**Required action:**
When you transcribe the listing that follows, keep every line exact and skip any picture.

**Data for this exercise:**
========================

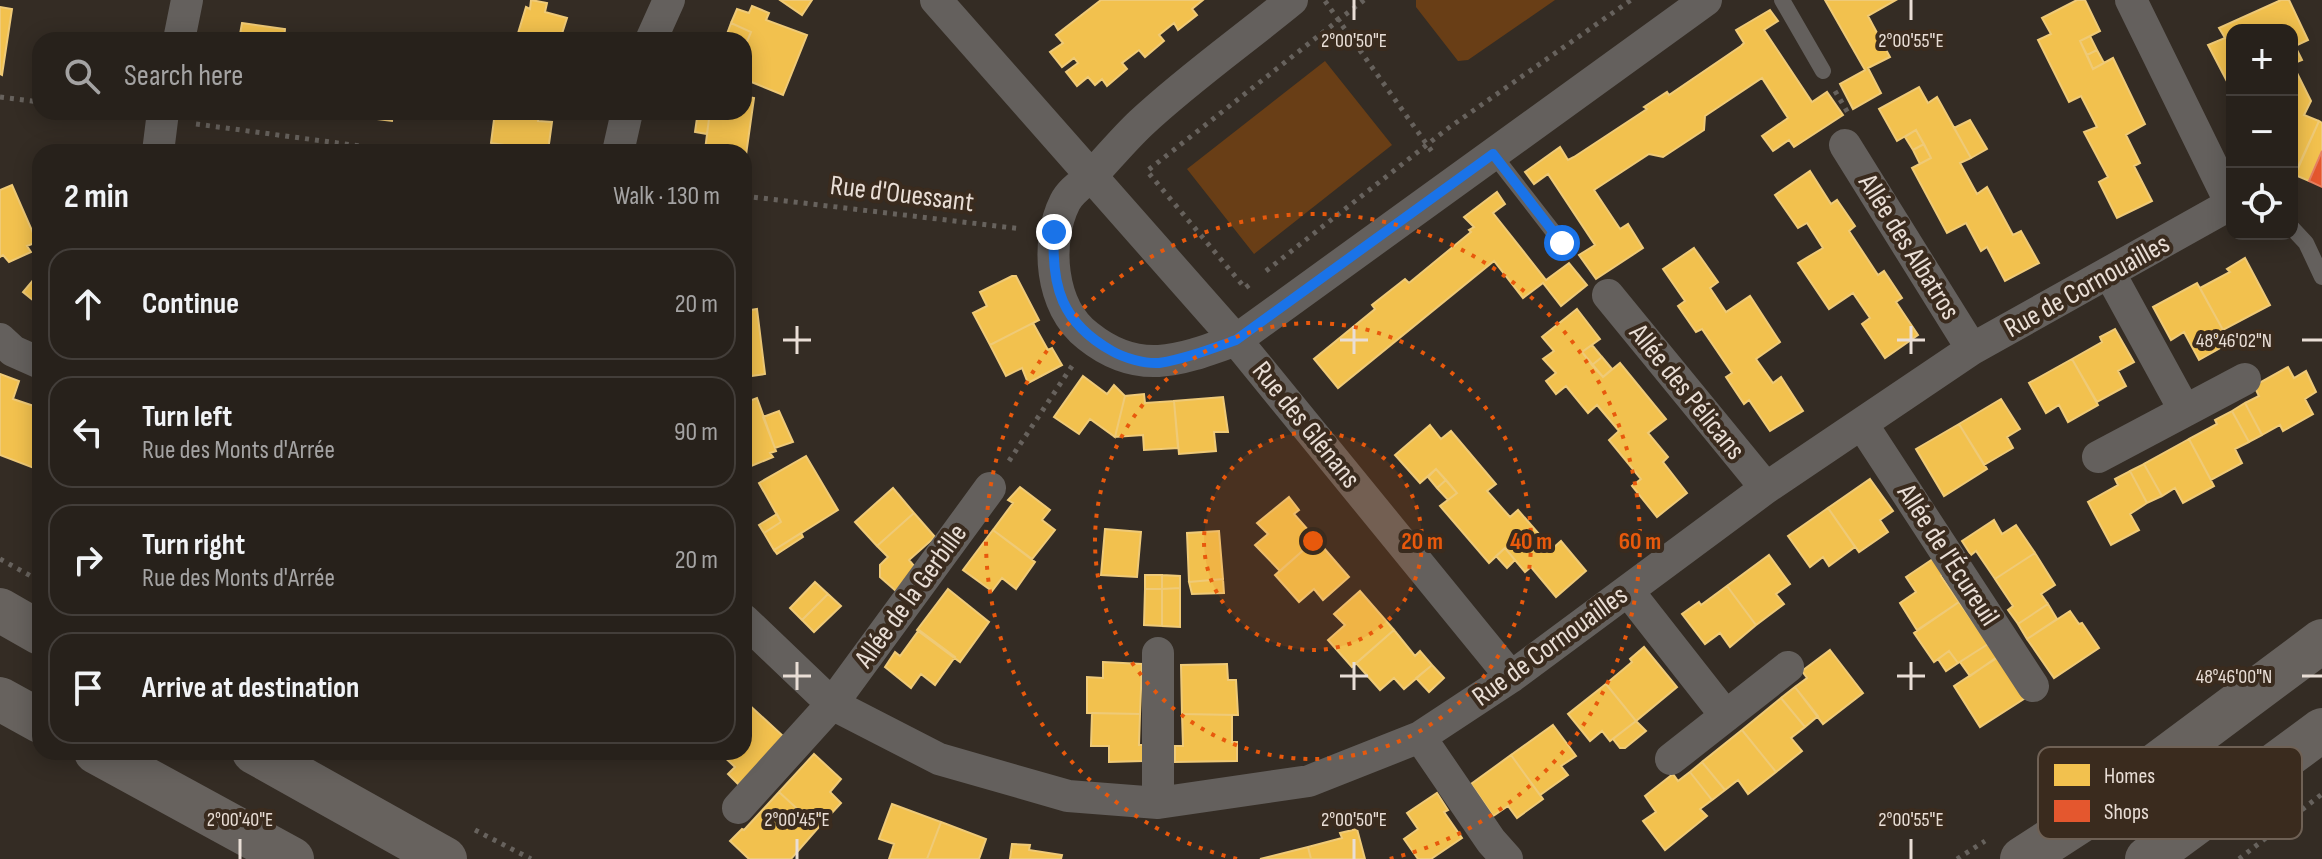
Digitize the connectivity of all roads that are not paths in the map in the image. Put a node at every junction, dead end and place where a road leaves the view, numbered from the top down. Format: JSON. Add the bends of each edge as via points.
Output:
{"nodes":[{"id":1,"x":187,"y":0,"type":"edge"},
{"id":2,"x":669,"y":0,"type":"edge"},
{"id":3,"x":936,"y":0,"type":"edge"},
{"id":4,"x":1292,"y":0,"type":"edge"},
{"id":5,"x":1706,"y":0,"type":"edge"},
{"id":6,"x":1782,"y":0,"type":"edge"},
{"id":7,"x":2139,"y":2,"type":"edge"},
{"id":8,"x":181,"y":32,"type":"edge"},
{"id":9,"x":655,"y":32,"type":"edge"},
{"id":10,"x":1823,"y":71,"type":"road end"},
{"id":11,"x":162,"y":120,"type":"edge"},
{"id":12,"x":625,"y":120,"type":"edge"},
{"id":13,"x":159,"y":144,"type":"edge"},
{"id":14,"x":620,"y":144,"type":"edge"},
{"id":15,"x":1845,"y":145,"type":"road end"},
{"id":16,"x":1493,"y":154,"type":"junction"},
{"id":17,"x":1090,"y":177,"type":"junction"},
{"id":18,"x":2226,"y":191,"type":"edge"},
{"id":19,"x":2226,"y":207,"type":"edge"},
{"id":20,"x":2298,"y":234,"type":"edge"},
{"id":21,"x":1562,"y":243,"type":"dead end"},
{"id":22,"x":2110,"y":274,"type":"junction"},
{"id":23,"x":2322,"y":277,"type":"edge"},
{"id":24,"x":1608,"y":295,"type":"dead end"},
{"id":25,"x":0,"y":339,"type":"edge"},
{"id":26,"x":1236,"y":340,"type":"junction"},
{"id":27,"x":1972,"y":349,"type":"junction"},
{"id":28,"x":32,"y":359,"type":"edge"},
{"id":29,"x":2245,"y":379,"type":"dead end"},
{"id":30,"x":2185,"y":411,"type":"junction"},
{"id":31,"x":1862,"y":424,"type":"junction"},
{"id":32,"x":2098,"y":457,"type":"dead end"},
{"id":33,"x":990,"y":488,"type":"road end"},
{"id":34,"x":1766,"y":488,"type":"junction"},
{"id":35,"x":1628,"y":591,"type":"junction"},
{"id":36,"x":0,"y":610,"type":"edge"},
{"id":37,"x":32,"y":628,"type":"edge"},
{"id":38,"x":752,"y":628,"type":"edge"},
{"id":39,"x":2322,"y":641,"type":"edge"},
{"id":40,"x":1158,"y":653,"type":"dead end"},
{"id":41,"x":1788,"y":667,"type":"dead end"},
{"id":42,"x":1511,"y":677,"type":"junction"},
{"id":43,"x":2033,"y":686,"type":"dead end"},
{"id":44,"x":0,"y":699,"type":"edge"},
{"id":45,"x":832,"y":704,"type":"junction"},
{"id":46,"x":1726,"y":716,"type":"junction"},
{"id":47,"x":32,"y":717,"type":"edge"},
{"id":48,"x":2322,"y":730,"type":"edge"},
{"id":49,"x":1420,"y":737,"type":"junction"},
{"id":50,"x":2180,"y":747,"type":"edge"},
{"id":51,"x":2299,"y":747,"type":"edge"},
{"id":52,"x":1671,"y":759,"type":"dead end"},
{"id":53,"x":111,"y":760,"type":"edge"},
{"id":54,"x":268,"y":760,"type":"edge"},
{"id":55,"x":1158,"y":803,"type":"junction"},
{"id":56,"x":738,"y":808,"type":"dead end"},
{"id":57,"x":2053,"y":839,"type":"edge"},
{"id":58,"x":2174,"y":839,"type":"edge"},
{"id":59,"x":292,"y":859,"type":"edge"},
{"id":60,"x":445,"y":859,"type":"edge"},
{"id":61,"x":1507,"y":859,"type":"edge"},
{"id":62,"x":2022,"y":859,"type":"edge"},
{"id":63,"x":2147,"y":859,"type":"edge"}],
"edges":[{"from":1,"to":8,"type":"street"},
{"from":2,"to":9,"type":"street"},
{"from":3,"to":17,"type":"street","name":"Rue des Glénans"},
{"from":4,"to":17,"type":"street","via":[[1141,123]]},
{"from":5,"to":16,"type":"street"},
{"from":6,"to":10,"type":"lane"},
{"from":7,"to":18,"type":"street","name":"Rue de Cornouailles"},
{"from":11,"to":13,"type":"street"},
{"from":12,"to":14,"type":"street"},
{"from":15,"to":27,"type":"street","name":"Allée des Albatros"},
{"from":16,"to":21,"type":"lane"},
{"from":16,"to":26,"type":"street"},
{"from":17,"to":26,"type":"street","name":"Rue des Glénans"},
{"from":17,"to":26,"type":"street","via":[[1066,199],[1054,232],[1052,267],[1064,305],[1083,332],[1122,357],[1156,363]]},
{"from":19,"to":22,"type":"street","name":"Rue de Cornouailles"},
{"from":20,"to":23,"type":"lane"},
{"from":22,"to":27,"type":"street","name":"Rue de Cornouailles"},
{"from":22,"to":30,"type":"street"},
{"from":24,"to":34,"type":"street","name":"Allée des Pélicans"},
{"from":25,"to":28,"type":"street"},
{"from":26,"to":42,"type":"street","name":"Rue des Glénans"},
{"from":27,"to":31,"type":"street","name":"Rue de Cornouailles"},
{"from":29,"to":30,"type":"street"},
{"from":30,"to":32,"type":"street"},
{"from":31,"to":34,"type":"street","name":"Rue de Cornouailles"},
{"from":31,"to":43,"type":"street","name":"Allée de l'Écureuil"},
{"from":33,"to":45,"type":"street","name":"Allée de la Gerbille"},
{"from":34,"to":35,"type":"street","name":"Rue de Cornouailles"},
{"from":35,"to":42,"type":"street","name":"Rue de Cornouailles"},
{"from":35,"to":46,"type":"street"},
{"from":36,"to":37,"type":"main road"},
{"from":38,"to":45,"type":"street","name":"Rue de Cornouailles"},
{"from":39,"to":50,"type":"main road"},
{"from":40,"to":55,"type":"street"},
{"from":41,"to":46,"type":"street"},
{"from":42,"to":49,"type":"street","name":"Rue de Cornouailles"},
{"from":44,"to":47,"type":"main road"},
{"from":45,"to":55,"type":"street","name":"Rue de Cornouailles","via":[[939,759],[1068,796]]},
{"from":45,"to":56,"type":"street","name":"Allée de la Gerbille"},
{"from":46,"to":52,"type":"street"},
{"from":48,"to":51,"type":"main road"},
{"from":49,"to":55,"type":"street","name":"Rue de Cornouailles","via":[[1309,781]]},
{"from":49,"to":61,"type":"street"},
{"from":53,"to":59,"type":"main road"},
{"from":54,"to":60,"type":"main road"},
{"from":57,"to":62,"type":"main road"},
{"from":58,"to":63,"type":"main road"}]}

========================

**Task result:**
Digitize the connectivity of all roads that are not paths in the map in the image. Put a node at every junction, dead end and place where a road leaves the view, numbered from the top down. Format: JSON. Add the bends of each edge as via points.
Output:
{"nodes":[{"id":1,"x":187,"y":0,"type":"edge"},
{"id":2,"x":669,"y":0,"type":"edge"},
{"id":3,"x":936,"y":0,"type":"edge"},
{"id":4,"x":1292,"y":0,"type":"edge"},
{"id":5,"x":1706,"y":0,"type":"edge"},
{"id":6,"x":1782,"y":0,"type":"edge"},
{"id":7,"x":2139,"y":2,"type":"edge"},
{"id":8,"x":181,"y":32,"type":"edge"},
{"id":9,"x":655,"y":32,"type":"edge"},
{"id":10,"x":1823,"y":71,"type":"road end"},
{"id":11,"x":162,"y":120,"type":"edge"},
{"id":12,"x":625,"y":120,"type":"edge"},
{"id":13,"x":159,"y":144,"type":"edge"},
{"id":14,"x":620,"y":144,"type":"edge"},
{"id":15,"x":1845,"y":145,"type":"road end"},
{"id":16,"x":1493,"y":154,"type":"junction"},
{"id":17,"x":1090,"y":177,"type":"junction"},
{"id":18,"x":2226,"y":191,"type":"edge"},
{"id":19,"x":2226,"y":207,"type":"edge"},
{"id":20,"x":2298,"y":234,"type":"edge"},
{"id":21,"x":1562,"y":243,"type":"dead end"},
{"id":22,"x":2110,"y":274,"type":"junction"},
{"id":23,"x":2322,"y":277,"type":"edge"},
{"id":24,"x":1608,"y":295,"type":"dead end"},
{"id":25,"x":0,"y":339,"type":"edge"},
{"id":26,"x":1236,"y":340,"type":"junction"},
{"id":27,"x":1972,"y":349,"type":"junction"},
{"id":28,"x":32,"y":359,"type":"edge"},
{"id":29,"x":2245,"y":379,"type":"dead end"},
{"id":30,"x":2185,"y":411,"type":"junction"},
{"id":31,"x":1862,"y":424,"type":"junction"},
{"id":32,"x":2098,"y":457,"type":"dead end"},
{"id":33,"x":990,"y":488,"type":"road end"},
{"id":34,"x":1766,"y":488,"type":"junction"},
{"id":35,"x":1628,"y":591,"type":"junction"},
{"id":36,"x":0,"y":610,"type":"edge"},
{"id":37,"x":32,"y":628,"type":"edge"},
{"id":38,"x":752,"y":628,"type":"edge"},
{"id":39,"x":2322,"y":641,"type":"edge"},
{"id":40,"x":1158,"y":653,"type":"dead end"},
{"id":41,"x":1788,"y":667,"type":"dead end"},
{"id":42,"x":1511,"y":677,"type":"junction"},
{"id":43,"x":2033,"y":686,"type":"dead end"},
{"id":44,"x":0,"y":699,"type":"edge"},
{"id":45,"x":832,"y":704,"type":"junction"},
{"id":46,"x":1726,"y":716,"type":"junction"},
{"id":47,"x":32,"y":717,"type":"edge"},
{"id":48,"x":2322,"y":730,"type":"edge"},
{"id":49,"x":1420,"y":737,"type":"junction"},
{"id":50,"x":2180,"y":747,"type":"edge"},
{"id":51,"x":2299,"y":747,"type":"edge"},
{"id":52,"x":1671,"y":759,"type":"dead end"},
{"id":53,"x":111,"y":760,"type":"edge"},
{"id":54,"x":268,"y":760,"type":"edge"},
{"id":55,"x":1158,"y":803,"type":"junction"},
{"id":56,"x":738,"y":808,"type":"dead end"},
{"id":57,"x":2053,"y":839,"type":"edge"},
{"id":58,"x":2174,"y":839,"type":"edge"},
{"id":59,"x":292,"y":859,"type":"edge"},
{"id":60,"x":445,"y":859,"type":"edge"},
{"id":61,"x":1507,"y":859,"type":"edge"},
{"id":62,"x":2022,"y":859,"type":"edge"},
{"id":63,"x":2147,"y":859,"type":"edge"}],
"edges":[{"from":1,"to":8,"type":"street"},
{"from":2,"to":9,"type":"street"},
{"from":3,"to":17,"type":"street","name":"Rue des Glénans"},
{"from":4,"to":17,"type":"street","via":[[1141,123]]},
{"from":5,"to":16,"type":"street"},
{"from":6,"to":10,"type":"lane"},
{"from":7,"to":18,"type":"street","name":"Rue de Cornouailles"},
{"from":11,"to":13,"type":"street"},
{"from":12,"to":14,"type":"street"},
{"from":15,"to":27,"type":"street","name":"Allée des Albatros"},
{"from":16,"to":21,"type":"lane"},
{"from":16,"to":26,"type":"street"},
{"from":17,"to":26,"type":"street","name":"Rue des Glénans"},
{"from":17,"to":26,"type":"street","via":[[1066,199],[1054,232],[1052,267],[1064,305],[1083,332],[1122,357],[1156,363]]},
{"from":19,"to":22,"type":"street","name":"Rue de Cornouailles"},
{"from":20,"to":23,"type":"lane"},
{"from":22,"to":27,"type":"street","name":"Rue de Cornouailles"},
{"from":22,"to":30,"type":"street"},
{"from":24,"to":34,"type":"street","name":"Allée des Pélicans"},
{"from":25,"to":28,"type":"street"},
{"from":26,"to":42,"type":"street","name":"Rue des Glénans"},
{"from":27,"to":31,"type":"street","name":"Rue de Cornouailles"},
{"from":29,"to":30,"type":"street"},
{"from":30,"to":32,"type":"street"},
{"from":31,"to":34,"type":"street","name":"Rue de Cornouailles"},
{"from":31,"to":43,"type":"street","name":"Allée de l'Écureuil"},
{"from":33,"to":45,"type":"street","name":"Allée de la Gerbille"},
{"from":34,"to":35,"type":"street","name":"Rue de Cornouailles"},
{"from":35,"to":42,"type":"street","name":"Rue de Cornouailles"},
{"from":35,"to":46,"type":"street"},
{"from":36,"to":37,"type":"main road"},
{"from":38,"to":45,"type":"street","name":"Rue de Cornouailles"},
{"from":39,"to":50,"type":"main road"},
{"from":40,"to":55,"type":"street"},
{"from":41,"to":46,"type":"street"},
{"from":42,"to":49,"type":"street","name":"Rue de Cornouailles"},
{"from":44,"to":47,"type":"main road"},
{"from":45,"to":55,"type":"street","name":"Rue de Cornouailles","via":[[939,759],[1068,796]]},
{"from":45,"to":56,"type":"street","name":"Allée de la Gerbille"},
{"from":46,"to":52,"type":"street"},
{"from":48,"to":51,"type":"main road"},
{"from":49,"to":55,"type":"street","name":"Rue de Cornouailles","via":[[1309,781]]},
{"from":49,"to":61,"type":"street"},
{"from":53,"to":59,"type":"main road"},
{"from":54,"to":60,"type":"main road"},
{"from":57,"to":62,"type":"main road"},
{"from":58,"to":63,"type":"main road"}]}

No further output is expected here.